Question

If the bisectors of a pair of corresponding angles formed by transversal are parallel, then prove that given lines are parallel.

Answer 1

Hint: First, we will draw a figure using the data given to us. Then we should know that if the angle bisector is drawn then the angle is equally divided into equal measures. Further, we will use the concept of corresponding angles axiom i.e. given as: if a transversal intersects two parallel lines such that a pair of corresponding angles is equal then the two lines are parallel. Using this we will prove that given lines are parallel.

Complete step-by-step solution -

Here, we are given that two straight lines are cut by transversal at some random points. So, the diagram is as shown below.

Here, AB and CD are two straight lines. EF is transversal which cuts lines at point G and H. Now, we will draw bisector GI and HJ of corresponding angles $\angle EGB$ and $\angle GHD$ such that $GI\parallel HJ$ .
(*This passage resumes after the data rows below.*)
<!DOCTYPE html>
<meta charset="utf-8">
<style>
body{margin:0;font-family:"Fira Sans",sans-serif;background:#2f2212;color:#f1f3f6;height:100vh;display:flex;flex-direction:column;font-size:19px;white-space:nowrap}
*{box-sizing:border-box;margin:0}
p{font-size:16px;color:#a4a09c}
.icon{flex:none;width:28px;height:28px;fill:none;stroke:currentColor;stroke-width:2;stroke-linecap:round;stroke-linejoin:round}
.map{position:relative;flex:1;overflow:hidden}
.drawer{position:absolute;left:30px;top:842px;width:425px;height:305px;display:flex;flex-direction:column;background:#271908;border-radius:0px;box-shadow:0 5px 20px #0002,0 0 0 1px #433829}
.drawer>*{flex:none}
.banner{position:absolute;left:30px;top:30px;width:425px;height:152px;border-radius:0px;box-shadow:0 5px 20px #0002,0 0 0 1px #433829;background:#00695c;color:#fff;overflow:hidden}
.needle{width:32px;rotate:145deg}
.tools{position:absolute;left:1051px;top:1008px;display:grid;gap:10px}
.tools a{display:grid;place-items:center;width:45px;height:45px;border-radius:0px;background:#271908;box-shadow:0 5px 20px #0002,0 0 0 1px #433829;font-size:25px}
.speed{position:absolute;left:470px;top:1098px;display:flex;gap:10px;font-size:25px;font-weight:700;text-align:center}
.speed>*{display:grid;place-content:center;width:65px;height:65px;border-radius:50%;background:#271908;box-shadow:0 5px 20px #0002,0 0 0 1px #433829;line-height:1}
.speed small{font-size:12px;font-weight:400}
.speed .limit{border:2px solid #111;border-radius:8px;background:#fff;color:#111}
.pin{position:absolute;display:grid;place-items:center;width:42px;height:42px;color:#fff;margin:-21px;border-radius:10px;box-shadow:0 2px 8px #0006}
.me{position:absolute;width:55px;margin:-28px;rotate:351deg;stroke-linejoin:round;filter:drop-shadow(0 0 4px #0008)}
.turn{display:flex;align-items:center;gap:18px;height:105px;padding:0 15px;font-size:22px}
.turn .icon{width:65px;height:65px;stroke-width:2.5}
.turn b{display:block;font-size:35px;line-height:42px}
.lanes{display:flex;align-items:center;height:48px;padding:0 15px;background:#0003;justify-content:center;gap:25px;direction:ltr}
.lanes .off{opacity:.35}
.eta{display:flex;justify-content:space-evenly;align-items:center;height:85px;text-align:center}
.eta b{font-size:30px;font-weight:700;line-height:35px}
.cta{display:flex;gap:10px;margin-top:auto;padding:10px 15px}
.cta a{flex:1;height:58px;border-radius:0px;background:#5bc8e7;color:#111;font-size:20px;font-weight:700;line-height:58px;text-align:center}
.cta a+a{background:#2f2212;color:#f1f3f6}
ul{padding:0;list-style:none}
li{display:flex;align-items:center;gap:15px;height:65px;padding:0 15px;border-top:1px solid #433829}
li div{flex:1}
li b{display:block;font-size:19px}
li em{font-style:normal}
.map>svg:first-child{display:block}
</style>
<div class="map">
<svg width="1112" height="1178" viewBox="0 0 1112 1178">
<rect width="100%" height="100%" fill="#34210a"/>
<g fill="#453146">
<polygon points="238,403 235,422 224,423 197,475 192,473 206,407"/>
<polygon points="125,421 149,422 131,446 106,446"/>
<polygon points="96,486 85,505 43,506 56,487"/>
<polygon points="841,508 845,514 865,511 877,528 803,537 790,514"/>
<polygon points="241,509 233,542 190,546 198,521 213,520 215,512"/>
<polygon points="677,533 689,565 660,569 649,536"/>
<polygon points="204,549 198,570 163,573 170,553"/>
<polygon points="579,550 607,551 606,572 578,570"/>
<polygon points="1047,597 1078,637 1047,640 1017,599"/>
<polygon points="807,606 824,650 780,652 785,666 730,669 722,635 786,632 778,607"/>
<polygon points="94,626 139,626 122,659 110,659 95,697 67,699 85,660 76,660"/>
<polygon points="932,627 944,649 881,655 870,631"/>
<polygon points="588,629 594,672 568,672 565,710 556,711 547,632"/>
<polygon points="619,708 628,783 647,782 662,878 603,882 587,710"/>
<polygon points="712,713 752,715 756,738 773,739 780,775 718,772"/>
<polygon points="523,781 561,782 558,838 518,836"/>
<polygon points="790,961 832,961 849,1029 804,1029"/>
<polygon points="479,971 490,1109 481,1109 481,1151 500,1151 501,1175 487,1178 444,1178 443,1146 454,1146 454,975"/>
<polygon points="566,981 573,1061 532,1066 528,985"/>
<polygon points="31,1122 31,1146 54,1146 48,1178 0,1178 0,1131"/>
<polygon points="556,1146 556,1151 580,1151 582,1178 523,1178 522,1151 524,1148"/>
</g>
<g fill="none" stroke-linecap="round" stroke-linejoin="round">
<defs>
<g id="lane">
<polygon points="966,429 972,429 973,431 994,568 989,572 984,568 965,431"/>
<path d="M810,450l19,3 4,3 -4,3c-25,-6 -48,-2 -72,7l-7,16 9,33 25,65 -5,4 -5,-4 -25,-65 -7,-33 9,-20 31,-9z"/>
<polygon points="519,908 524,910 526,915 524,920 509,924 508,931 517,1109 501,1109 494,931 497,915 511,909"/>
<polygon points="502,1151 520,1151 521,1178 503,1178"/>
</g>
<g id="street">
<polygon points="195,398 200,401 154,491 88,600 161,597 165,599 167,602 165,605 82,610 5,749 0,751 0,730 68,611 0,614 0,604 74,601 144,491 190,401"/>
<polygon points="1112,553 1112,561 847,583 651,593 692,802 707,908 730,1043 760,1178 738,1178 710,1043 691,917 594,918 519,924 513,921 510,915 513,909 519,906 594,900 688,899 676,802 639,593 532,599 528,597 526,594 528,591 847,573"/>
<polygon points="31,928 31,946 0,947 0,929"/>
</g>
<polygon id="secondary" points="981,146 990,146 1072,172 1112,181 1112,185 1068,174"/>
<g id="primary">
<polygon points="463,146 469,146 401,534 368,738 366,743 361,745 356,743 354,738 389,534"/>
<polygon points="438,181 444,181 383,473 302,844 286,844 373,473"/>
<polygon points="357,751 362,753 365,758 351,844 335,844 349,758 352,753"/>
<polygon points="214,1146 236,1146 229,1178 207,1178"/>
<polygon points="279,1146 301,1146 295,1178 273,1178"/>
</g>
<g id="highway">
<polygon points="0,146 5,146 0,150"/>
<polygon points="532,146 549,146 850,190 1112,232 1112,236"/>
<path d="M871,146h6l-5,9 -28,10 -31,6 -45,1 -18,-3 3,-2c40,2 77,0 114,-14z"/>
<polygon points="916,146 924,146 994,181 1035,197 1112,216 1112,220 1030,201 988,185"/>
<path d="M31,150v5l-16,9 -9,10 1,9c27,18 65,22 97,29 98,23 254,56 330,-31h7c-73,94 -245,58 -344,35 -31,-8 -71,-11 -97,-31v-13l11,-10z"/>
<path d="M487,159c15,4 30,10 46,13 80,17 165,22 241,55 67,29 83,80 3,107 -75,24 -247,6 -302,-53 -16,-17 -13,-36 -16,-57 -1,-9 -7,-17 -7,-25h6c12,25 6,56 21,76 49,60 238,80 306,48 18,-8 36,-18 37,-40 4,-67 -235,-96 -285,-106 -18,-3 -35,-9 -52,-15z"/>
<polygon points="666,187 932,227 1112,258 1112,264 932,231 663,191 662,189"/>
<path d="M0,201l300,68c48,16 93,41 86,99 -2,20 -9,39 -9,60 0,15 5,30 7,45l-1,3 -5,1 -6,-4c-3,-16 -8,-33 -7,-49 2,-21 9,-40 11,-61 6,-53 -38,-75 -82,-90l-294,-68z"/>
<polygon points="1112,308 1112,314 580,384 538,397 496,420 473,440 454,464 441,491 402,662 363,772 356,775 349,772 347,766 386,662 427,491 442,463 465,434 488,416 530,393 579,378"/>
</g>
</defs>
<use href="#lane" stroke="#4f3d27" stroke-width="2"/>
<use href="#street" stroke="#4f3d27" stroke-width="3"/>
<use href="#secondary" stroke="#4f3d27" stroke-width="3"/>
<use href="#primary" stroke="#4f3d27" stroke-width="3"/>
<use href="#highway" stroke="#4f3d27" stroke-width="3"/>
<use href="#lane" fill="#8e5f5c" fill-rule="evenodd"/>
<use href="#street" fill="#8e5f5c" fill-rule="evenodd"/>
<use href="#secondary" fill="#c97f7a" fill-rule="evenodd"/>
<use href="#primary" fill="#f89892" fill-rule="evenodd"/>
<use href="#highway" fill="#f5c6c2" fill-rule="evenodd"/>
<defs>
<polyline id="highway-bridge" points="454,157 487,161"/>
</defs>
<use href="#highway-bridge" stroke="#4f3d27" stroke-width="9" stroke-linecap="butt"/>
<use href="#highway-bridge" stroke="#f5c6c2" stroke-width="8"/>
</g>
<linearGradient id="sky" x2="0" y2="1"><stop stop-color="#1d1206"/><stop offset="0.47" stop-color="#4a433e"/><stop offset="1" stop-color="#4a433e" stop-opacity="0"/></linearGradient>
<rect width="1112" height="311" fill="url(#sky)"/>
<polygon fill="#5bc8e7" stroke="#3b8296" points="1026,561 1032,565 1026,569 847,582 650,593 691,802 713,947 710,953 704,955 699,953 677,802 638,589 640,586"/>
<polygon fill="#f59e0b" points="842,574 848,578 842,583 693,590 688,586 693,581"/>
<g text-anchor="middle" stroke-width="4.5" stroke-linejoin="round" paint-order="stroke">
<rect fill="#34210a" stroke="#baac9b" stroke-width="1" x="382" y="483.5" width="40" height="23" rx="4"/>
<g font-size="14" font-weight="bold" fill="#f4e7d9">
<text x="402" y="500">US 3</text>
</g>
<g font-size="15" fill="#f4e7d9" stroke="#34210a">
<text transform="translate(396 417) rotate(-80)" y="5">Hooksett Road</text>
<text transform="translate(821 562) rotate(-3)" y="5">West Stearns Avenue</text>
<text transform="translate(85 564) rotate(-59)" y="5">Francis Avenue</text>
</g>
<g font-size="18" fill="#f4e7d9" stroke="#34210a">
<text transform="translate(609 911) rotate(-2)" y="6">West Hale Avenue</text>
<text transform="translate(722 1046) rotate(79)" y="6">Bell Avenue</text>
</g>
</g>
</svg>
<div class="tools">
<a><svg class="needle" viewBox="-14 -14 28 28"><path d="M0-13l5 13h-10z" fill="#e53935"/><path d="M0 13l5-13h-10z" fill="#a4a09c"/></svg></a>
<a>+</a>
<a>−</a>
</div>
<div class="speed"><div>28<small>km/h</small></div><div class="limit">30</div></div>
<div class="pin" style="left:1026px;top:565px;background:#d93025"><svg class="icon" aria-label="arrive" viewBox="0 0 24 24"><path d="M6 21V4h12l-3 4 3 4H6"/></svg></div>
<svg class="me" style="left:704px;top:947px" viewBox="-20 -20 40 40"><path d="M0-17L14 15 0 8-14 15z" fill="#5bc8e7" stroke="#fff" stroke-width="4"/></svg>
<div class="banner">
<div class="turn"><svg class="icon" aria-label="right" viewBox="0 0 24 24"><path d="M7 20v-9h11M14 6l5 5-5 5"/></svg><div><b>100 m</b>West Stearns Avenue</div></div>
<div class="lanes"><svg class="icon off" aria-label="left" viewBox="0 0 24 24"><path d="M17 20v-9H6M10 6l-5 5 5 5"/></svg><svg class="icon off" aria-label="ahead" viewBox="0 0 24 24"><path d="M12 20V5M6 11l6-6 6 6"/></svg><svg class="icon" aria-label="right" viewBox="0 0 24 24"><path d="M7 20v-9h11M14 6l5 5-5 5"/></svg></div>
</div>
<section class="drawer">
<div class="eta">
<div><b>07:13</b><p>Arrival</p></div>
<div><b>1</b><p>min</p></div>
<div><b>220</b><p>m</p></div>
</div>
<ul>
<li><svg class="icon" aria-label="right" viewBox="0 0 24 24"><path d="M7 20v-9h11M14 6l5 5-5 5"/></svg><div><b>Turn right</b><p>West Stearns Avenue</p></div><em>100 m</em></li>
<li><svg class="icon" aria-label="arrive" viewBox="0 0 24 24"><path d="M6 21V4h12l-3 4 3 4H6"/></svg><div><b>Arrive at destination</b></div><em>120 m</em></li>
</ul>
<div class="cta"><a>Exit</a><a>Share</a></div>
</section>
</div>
Therefore, here $\angle EGI=\angle GHJ$ . This is called corresponding angles. Now, we can write $\angle EGB$ as addition of two angles i.e. $\angle EGI+\angle IGB$ . Here, as GI is bisector so we can say that angle EGI and IGB are equal i.e. $\angle EGI=\angle IGB$ . So, we can say that $\angle EGB=\angle EGI+\angle EGI=2\angle EGI$ .
In the same way, we can write $\angle GHD$ as addition of two angles i.e. $\angle GHJ+\angle JHD$ . Here, as HJ is bisector so we can say that angle GHJ and JHD are equal i.e. $\angle GHJ=\angle JHD$ . So, we can say that $\angle GHD=\angle GHJ+\angle GHJ=2\angle GHJ$ .
Here, using the corresponding angles axiom we can say that: if a transversal intersects two parallel lines such that a pair of corresponding angles is equal then the two lines are parallel.
Thus, using the corresponding angles axiom, we can say that corresponding angle is equal i.e. $\angle EGB=\angle GHD$. So, lines AB and CD are said to be parallel.

Note: This is a theory-based question, so here some basic concepts like angle bisector and corresponding angle axiom should be very clear. Also, students should know the difference between corresponding angle and alternate angles. In this case, alternate angles are $\angle BGH$ and $\angle GHC$ . So, do not get confused in alternate and corresponding angles.